_Work instruction_.
Set down the data below in full, exactly as it reads, but without the pictures.

_Information_.
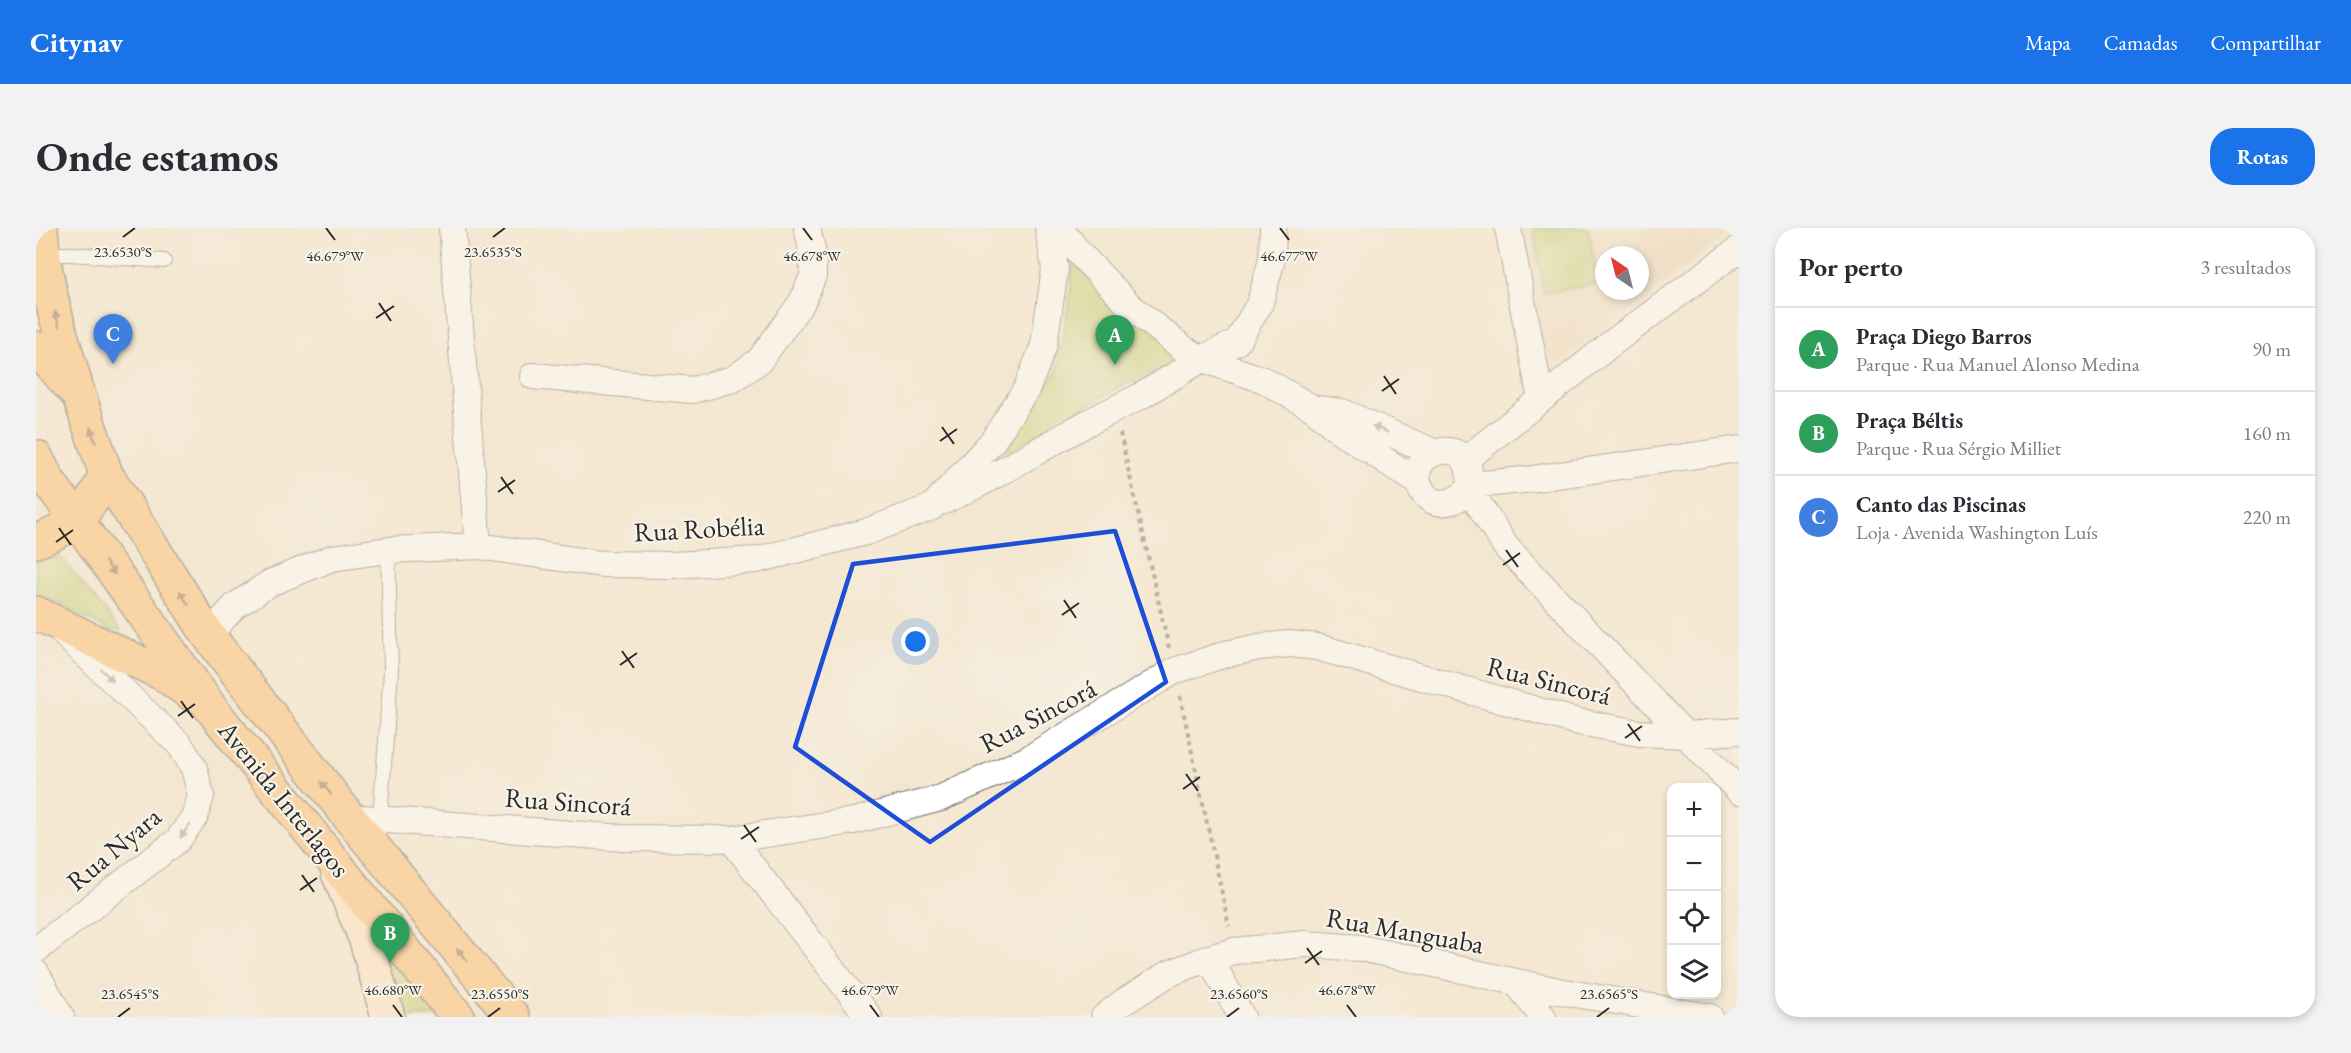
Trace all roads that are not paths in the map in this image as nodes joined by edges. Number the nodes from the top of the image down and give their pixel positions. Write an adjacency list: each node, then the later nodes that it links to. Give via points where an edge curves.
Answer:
1 (452, 228): 25 (street)
2 (807, 228): 12 (street, via 813,276 802,302 759,361 733,379 693,390)
3 (1048, 228): 22 (street, Rua Robélia, via 1055,268 1044,345 1027,388 992,442)
4 (1059, 228): 11 (street, via 1131,307)
5 (1273, 228): 11 (street, via 1272,259 1260,303 1236,342)
6 (1508, 228): 14 (street)
7 (42, 241): 9 (lane, via 72,254); 13 (main road, Avenida Interlagos, one-way to 7, via 55,313)
8 (1739, 249): 14 (street)
9 (164, 261)
10 (36, 348): 13 (main road)
11 (1202, 359): 15 (street, via 1263,380); 22 (street)
12 (533, 376)
13 (79, 396): 19 (main road, Avenida Interlagos, one-way to 13)
14 (1541, 399): 18 (street)
15 (1314, 409): 18 (street, one-way to 15, via 1342,412); 20 (street, via 1337,429)
16 (1739, 449): 18 (street, via 1524,480)
17 (36, 457): 23 (main road, Avenida Interlagos)
18 (1458, 467): 20 (street, via 1424,460 1418,470); 21 (street, via 1461,498); 26 (street)
19 (106, 474): 23 (main road, via 94,500); 29 (main road, Avenida Interlagos, one-way to 19)
20 (1418, 482): 21 (street, via 1432,501)
21 (1444, 503): 26 (street)
22 (932, 507): 25 (street, Rua Robélia, via 866,532 757,560 602,564)
23 (76, 520): 24 (main road); 30 (main road, Avenida Interlagos, one-way to 30)
24 (36, 541)
25 (478, 546): 27 (street, Rua Robélia)
26 (1506, 547): 32 (street)
27 (388, 549): 29 (street, Rua Robélia, via 332,558 270,582 235,606); 34 (lane, via 391,670)
28 (43, 616): 30 (main road, via 165,675); 37 (street, Rua Nyara, one-way to 37, via 180,745 194,768 201,796 195,816 178,840)
29 (208, 635): 34 (main road, Avenida Interlagos, one-way to 29)
30 (210, 707): 36 (main road, Avenida Interlagos)
31 (1739, 732): 32 (street, Rua Sincorá)
32 (1687, 735): 33 (street); 35 (street, Rua Sincorá, via 1639,733 1574,721 1317,647 1259,647 1174,671 1028,759 941,798 854,821)
33 (1739, 791)
34 (365, 818): 35 (street, Rua Sincorá, via 623,838); 44 (main road, Avenida Interlagos, one-way to 34)
35 (731, 839): 45 (street)
36 (330, 855): 42 (main road, via 366,940); 43 (main road, Avenida Interlagos)
37 (36, 950)
38 (1209, 958): 40 (street, Rua Manguaba, via 1234,951 1305,944 1361,948); 46 (street, Rua Manguaba, via 1168,974); 47 (street)
39 (36, 973): 41 (street)
40 (1516, 982): 48 (street); 49 (street, Rua Manguaba)
41 (61, 1017)
42 (388, 1017)
43 (458, 1017)
44 (513, 1017)
45 (869, 1017)
46 (1104, 1017)
47 (1242, 1017)
48 (1543, 1017)
49 (1710, 1017)

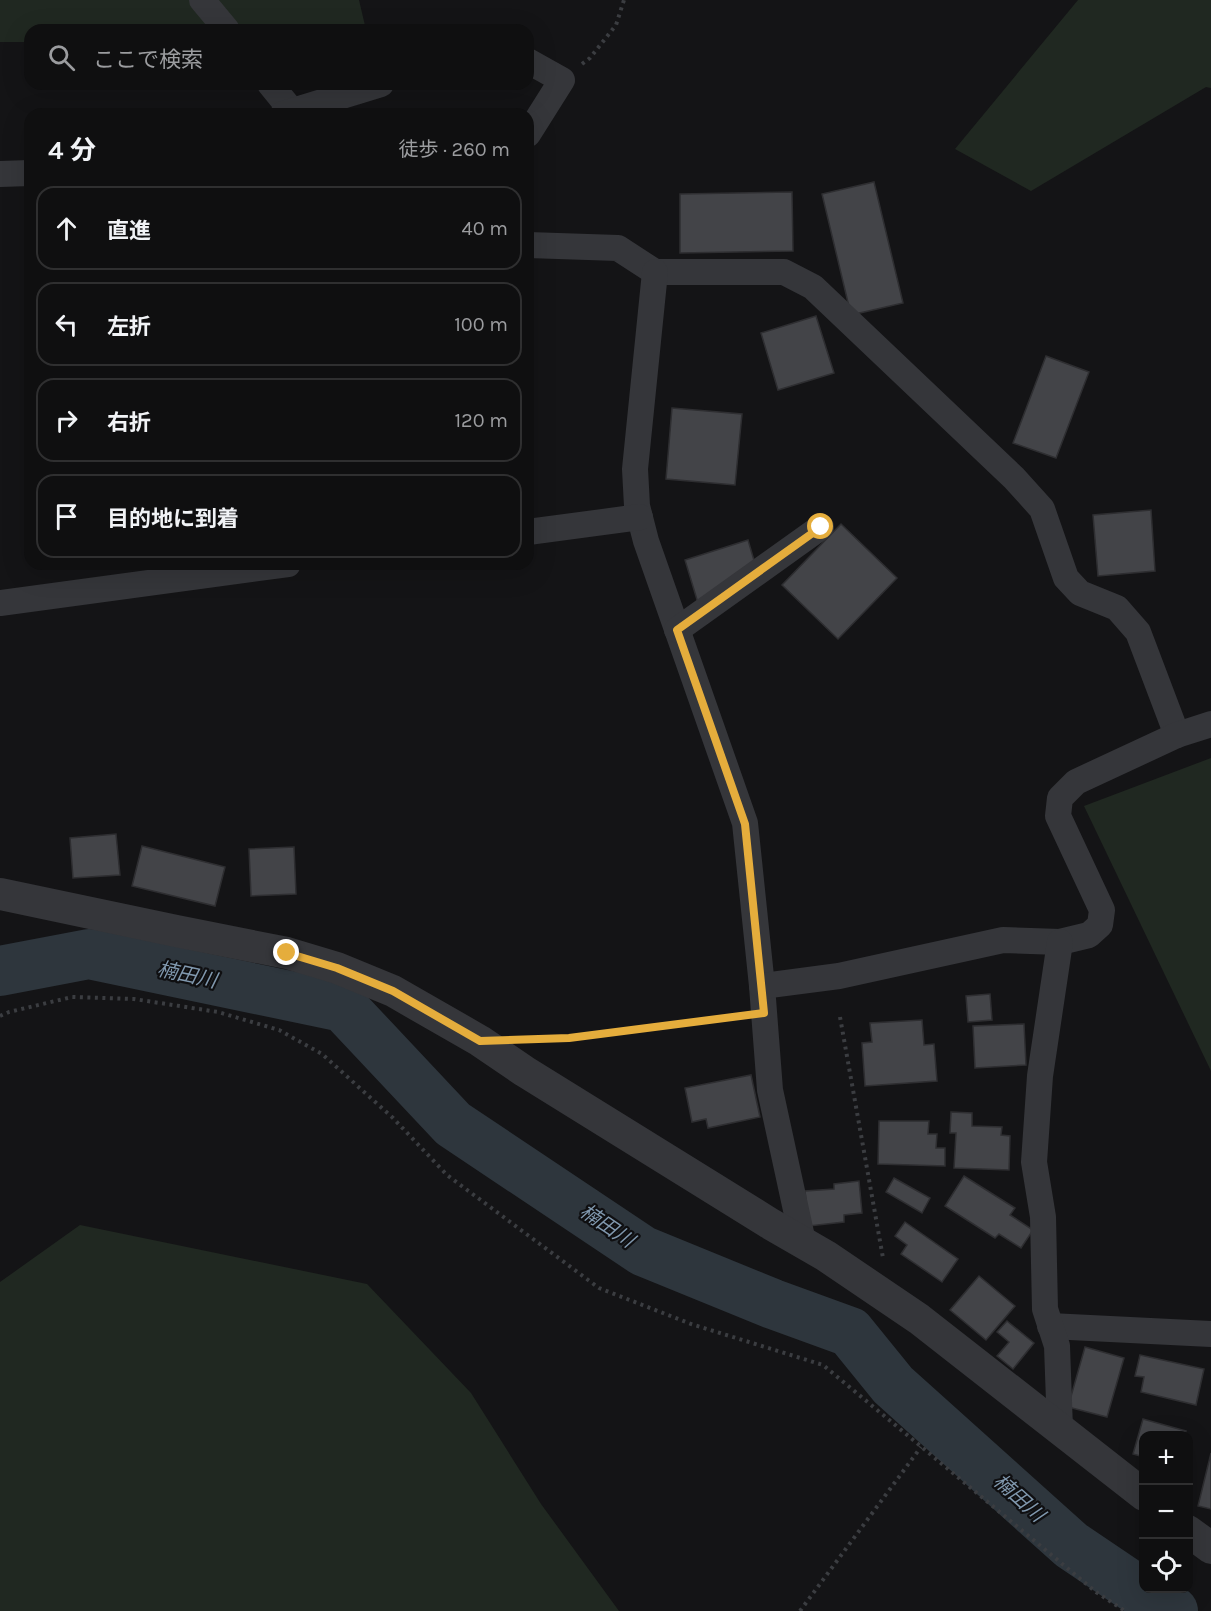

_Answer for the task_.
Trace all roads that are not paths in the map in this image as nodes joined by edges. Number the nodes from the top of the image down and give their pixel positions. Write an adjacency list: each node, then the later nodes that it links to. Give via points where an edge curves.
Answer:
1 (452, 228): 25 (street)
2 (807, 228): 12 (street, via 813,276 802,302 759,361 733,379 693,390)
3 (1048, 228): 22 (street, Rua Robélia, via 1055,268 1044,345 1027,388 992,442)
4 (1059, 228): 11 (street, via 1131,307)
5 (1273, 228): 11 (street, via 1272,259 1260,303 1236,342)
6 (1508, 228): 14 (street)
7 (42, 241): 9 (lane, via 72,254); 13 (main road, Avenida Interlagos, one-way to 7, via 55,313)
8 (1739, 249): 14 (street)
9 (164, 261)
10 (36, 348): 13 (main road)
11 (1202, 359): 15 (street, via 1263,380); 22 (street)
12 (533, 376)
13 (79, 396): 19 (main road, Avenida Interlagos, one-way to 13)
14 (1541, 399): 18 (street)
15 (1314, 409): 18 (street, one-way to 15, via 1342,412); 20 (street, via 1337,429)
16 (1739, 449): 18 (street, via 1524,480)
17 (36, 457): 23 (main road, Avenida Interlagos)
18 (1458, 467): 20 (street, via 1424,460 1418,470); 21 (street, via 1461,498); 26 (street)
19 (106, 474): 23 (main road, via 94,500); 29 (main road, Avenida Interlagos, one-way to 19)
20 (1418, 482): 21 (street, via 1432,501)
21 (1444, 503): 26 (street)
22 (932, 507): 25 (street, Rua Robélia, via 866,532 757,560 602,564)
23 (76, 520): 24 (main road); 30 (main road, Avenida Interlagos, one-way to 30)
24 (36, 541)
25 (478, 546): 27 (street, Rua Robélia)
26 (1506, 547): 32 (street)
27 (388, 549): 29 (street, Rua Robélia, via 332,558 270,582 235,606); 34 (lane, via 391,670)
28 (43, 616): 30 (main road, via 165,675); 37 (street, Rua Nyara, one-way to 37, via 180,745 194,768 201,796 195,816 178,840)
29 (208, 635): 34 (main road, Avenida Interlagos, one-way to 29)
30 (210, 707): 36 (main road, Avenida Interlagos)
31 (1739, 732): 32 (street, Rua Sincorá)
32 (1687, 735): 33 (street); 35 (street, Rua Sincorá, via 1639,733 1574,721 1317,647 1259,647 1174,671 1028,759 941,798 854,821)
33 (1739, 791)
34 (365, 818): 35 (street, Rua Sincorá, via 623,838); 44 (main road, Avenida Interlagos, one-way to 34)
35 (731, 839): 45 (street)
36 (330, 855): 42 (main road, via 366,940); 43 (main road, Avenida Interlagos)
37 (36, 950)
38 (1209, 958): 40 (street, Rua Manguaba, via 1234,951 1305,944 1361,948); 46 (street, Rua Manguaba, via 1168,974); 47 (street)
39 (36, 973): 41 (street)
40 (1516, 982): 48 (street); 49 (street, Rua Manguaba)
41 (61, 1017)
42 (388, 1017)
43 (458, 1017)
44 (513, 1017)
45 (869, 1017)
46 (1104, 1017)
47 (1242, 1017)
48 (1543, 1017)
49 (1710, 1017)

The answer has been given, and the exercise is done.